__Task to carry out__
Copy out each line of the data that contains "ecole".

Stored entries
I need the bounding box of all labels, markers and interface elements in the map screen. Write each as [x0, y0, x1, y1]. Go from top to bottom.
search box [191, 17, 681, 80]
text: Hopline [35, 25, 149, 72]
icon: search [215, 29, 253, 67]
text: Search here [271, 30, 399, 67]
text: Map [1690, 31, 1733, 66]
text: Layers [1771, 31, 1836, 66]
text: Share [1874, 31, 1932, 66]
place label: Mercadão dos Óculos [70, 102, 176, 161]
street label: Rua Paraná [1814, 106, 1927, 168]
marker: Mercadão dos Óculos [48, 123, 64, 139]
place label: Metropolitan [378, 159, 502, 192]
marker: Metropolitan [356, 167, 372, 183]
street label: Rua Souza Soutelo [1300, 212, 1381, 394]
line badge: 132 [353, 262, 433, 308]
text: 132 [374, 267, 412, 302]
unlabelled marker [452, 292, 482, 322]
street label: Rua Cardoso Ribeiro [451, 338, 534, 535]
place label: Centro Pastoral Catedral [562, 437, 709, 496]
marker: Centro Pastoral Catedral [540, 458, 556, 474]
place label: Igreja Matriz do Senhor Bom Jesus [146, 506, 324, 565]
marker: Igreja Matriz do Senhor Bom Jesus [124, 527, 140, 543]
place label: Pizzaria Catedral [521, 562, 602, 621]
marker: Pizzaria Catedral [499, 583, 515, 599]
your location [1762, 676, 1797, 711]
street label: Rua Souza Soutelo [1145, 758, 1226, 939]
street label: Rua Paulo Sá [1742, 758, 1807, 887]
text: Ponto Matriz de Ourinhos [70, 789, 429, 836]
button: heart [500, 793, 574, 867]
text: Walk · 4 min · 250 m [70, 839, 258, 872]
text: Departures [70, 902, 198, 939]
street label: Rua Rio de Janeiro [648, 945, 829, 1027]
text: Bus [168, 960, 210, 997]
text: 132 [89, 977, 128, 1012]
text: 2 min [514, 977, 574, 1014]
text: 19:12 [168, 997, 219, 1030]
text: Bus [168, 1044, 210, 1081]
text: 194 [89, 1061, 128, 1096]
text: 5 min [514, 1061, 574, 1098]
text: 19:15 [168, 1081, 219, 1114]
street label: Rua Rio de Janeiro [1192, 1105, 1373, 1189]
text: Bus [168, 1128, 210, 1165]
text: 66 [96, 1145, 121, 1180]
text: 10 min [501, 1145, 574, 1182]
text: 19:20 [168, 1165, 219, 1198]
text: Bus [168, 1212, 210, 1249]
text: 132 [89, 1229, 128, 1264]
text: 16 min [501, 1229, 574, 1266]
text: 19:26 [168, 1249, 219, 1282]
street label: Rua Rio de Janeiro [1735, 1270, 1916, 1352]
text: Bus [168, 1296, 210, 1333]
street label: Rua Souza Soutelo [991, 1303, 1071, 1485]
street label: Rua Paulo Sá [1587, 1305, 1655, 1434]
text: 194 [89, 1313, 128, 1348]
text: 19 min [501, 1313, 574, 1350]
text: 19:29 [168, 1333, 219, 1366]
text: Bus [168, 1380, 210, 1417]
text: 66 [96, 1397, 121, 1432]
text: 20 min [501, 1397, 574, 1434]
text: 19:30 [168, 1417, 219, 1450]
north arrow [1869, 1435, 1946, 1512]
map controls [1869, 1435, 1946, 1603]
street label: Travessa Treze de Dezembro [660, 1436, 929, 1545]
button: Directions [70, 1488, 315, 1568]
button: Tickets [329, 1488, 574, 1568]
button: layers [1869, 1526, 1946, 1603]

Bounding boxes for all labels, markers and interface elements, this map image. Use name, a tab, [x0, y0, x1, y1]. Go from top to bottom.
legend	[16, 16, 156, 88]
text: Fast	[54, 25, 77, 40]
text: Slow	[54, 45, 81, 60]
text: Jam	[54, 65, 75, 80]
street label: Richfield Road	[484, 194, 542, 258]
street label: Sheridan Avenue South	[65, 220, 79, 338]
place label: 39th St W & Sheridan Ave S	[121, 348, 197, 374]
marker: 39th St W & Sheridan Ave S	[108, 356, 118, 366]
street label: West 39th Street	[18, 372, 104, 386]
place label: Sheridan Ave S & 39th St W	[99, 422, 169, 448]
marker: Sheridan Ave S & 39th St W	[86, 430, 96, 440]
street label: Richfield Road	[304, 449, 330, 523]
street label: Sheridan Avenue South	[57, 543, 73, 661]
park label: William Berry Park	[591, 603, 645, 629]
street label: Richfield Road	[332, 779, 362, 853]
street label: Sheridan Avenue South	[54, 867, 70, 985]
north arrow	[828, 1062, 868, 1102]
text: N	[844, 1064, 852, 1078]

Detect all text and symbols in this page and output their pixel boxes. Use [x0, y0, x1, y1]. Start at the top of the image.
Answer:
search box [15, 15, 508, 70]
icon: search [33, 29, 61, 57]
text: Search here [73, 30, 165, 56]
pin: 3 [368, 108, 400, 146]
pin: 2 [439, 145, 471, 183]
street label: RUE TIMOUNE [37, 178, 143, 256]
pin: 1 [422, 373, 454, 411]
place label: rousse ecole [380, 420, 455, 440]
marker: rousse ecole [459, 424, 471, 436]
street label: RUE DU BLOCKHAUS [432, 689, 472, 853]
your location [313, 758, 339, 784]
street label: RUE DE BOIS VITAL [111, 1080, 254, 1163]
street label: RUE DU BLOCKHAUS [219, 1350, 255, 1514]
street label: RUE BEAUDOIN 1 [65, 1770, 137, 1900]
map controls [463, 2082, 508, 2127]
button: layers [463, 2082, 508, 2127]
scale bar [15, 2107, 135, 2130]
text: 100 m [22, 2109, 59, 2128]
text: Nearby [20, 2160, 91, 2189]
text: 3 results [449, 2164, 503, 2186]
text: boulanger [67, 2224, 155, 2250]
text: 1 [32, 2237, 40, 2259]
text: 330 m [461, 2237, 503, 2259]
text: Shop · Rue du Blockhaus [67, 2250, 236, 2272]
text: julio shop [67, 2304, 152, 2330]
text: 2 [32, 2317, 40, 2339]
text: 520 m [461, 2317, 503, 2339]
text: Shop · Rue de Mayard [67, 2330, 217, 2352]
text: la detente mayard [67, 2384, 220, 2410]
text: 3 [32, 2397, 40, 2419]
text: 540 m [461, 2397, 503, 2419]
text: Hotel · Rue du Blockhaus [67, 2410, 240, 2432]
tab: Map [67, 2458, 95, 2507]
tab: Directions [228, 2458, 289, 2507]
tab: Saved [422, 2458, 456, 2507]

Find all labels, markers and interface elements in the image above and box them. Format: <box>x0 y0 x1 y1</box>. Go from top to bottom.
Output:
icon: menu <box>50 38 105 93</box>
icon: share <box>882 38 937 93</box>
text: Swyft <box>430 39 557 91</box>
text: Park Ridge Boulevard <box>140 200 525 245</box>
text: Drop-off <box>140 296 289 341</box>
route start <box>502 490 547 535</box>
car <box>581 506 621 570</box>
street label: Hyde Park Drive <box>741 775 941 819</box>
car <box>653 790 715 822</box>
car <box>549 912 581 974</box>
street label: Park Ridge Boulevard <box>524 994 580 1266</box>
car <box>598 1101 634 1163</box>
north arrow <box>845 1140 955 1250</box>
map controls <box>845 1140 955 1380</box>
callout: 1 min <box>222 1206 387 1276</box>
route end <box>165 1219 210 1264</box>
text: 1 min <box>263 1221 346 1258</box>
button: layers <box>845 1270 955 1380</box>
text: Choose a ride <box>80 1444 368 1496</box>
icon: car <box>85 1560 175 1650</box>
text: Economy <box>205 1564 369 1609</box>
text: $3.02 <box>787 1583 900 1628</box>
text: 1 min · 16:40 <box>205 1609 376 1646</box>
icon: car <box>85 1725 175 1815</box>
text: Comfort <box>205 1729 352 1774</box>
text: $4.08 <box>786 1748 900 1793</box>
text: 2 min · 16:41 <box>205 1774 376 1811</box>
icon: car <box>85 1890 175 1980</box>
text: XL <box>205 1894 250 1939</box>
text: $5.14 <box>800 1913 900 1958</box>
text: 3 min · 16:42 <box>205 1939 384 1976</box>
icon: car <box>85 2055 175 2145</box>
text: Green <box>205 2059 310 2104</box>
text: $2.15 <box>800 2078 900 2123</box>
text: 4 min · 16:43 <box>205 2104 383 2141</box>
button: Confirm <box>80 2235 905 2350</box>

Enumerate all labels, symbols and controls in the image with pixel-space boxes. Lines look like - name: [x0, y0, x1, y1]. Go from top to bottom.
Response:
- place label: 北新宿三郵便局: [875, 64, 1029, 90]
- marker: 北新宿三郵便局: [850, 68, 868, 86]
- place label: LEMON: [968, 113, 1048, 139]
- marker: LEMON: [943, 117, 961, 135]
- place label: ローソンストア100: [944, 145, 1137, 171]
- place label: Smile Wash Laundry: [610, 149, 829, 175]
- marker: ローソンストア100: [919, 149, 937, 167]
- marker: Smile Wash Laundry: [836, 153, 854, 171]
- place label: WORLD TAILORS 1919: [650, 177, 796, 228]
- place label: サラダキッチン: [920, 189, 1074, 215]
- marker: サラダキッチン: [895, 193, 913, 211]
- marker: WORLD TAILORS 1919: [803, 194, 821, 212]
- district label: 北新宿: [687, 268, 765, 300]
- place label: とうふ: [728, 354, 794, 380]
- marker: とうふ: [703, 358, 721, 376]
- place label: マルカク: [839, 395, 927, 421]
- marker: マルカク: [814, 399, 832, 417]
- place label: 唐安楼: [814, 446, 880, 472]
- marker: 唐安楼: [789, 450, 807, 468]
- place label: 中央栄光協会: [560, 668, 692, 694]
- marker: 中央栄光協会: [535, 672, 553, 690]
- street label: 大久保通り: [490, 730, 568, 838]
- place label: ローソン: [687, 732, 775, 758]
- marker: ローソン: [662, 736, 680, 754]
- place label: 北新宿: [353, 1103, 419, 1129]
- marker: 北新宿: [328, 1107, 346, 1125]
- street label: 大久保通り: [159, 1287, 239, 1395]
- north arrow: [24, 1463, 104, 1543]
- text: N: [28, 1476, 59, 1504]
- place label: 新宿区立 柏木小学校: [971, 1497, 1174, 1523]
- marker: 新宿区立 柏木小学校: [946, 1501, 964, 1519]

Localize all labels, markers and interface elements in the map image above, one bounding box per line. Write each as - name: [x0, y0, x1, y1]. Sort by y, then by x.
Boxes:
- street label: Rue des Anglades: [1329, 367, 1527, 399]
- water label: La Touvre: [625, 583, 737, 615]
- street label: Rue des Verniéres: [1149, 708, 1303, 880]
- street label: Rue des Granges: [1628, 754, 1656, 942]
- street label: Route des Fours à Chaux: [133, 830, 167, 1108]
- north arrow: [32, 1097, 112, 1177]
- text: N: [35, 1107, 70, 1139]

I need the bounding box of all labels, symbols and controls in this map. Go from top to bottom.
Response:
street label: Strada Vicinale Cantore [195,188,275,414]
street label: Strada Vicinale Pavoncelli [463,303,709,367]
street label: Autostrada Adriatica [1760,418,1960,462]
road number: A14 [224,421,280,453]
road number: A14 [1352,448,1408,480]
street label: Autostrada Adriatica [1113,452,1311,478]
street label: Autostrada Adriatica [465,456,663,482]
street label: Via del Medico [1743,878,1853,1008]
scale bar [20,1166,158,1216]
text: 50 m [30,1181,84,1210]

__Solution to the problem__
place label: rousse ecole [380, 420, 455, 440]
marker: rousse ecole [459, 424, 471, 436]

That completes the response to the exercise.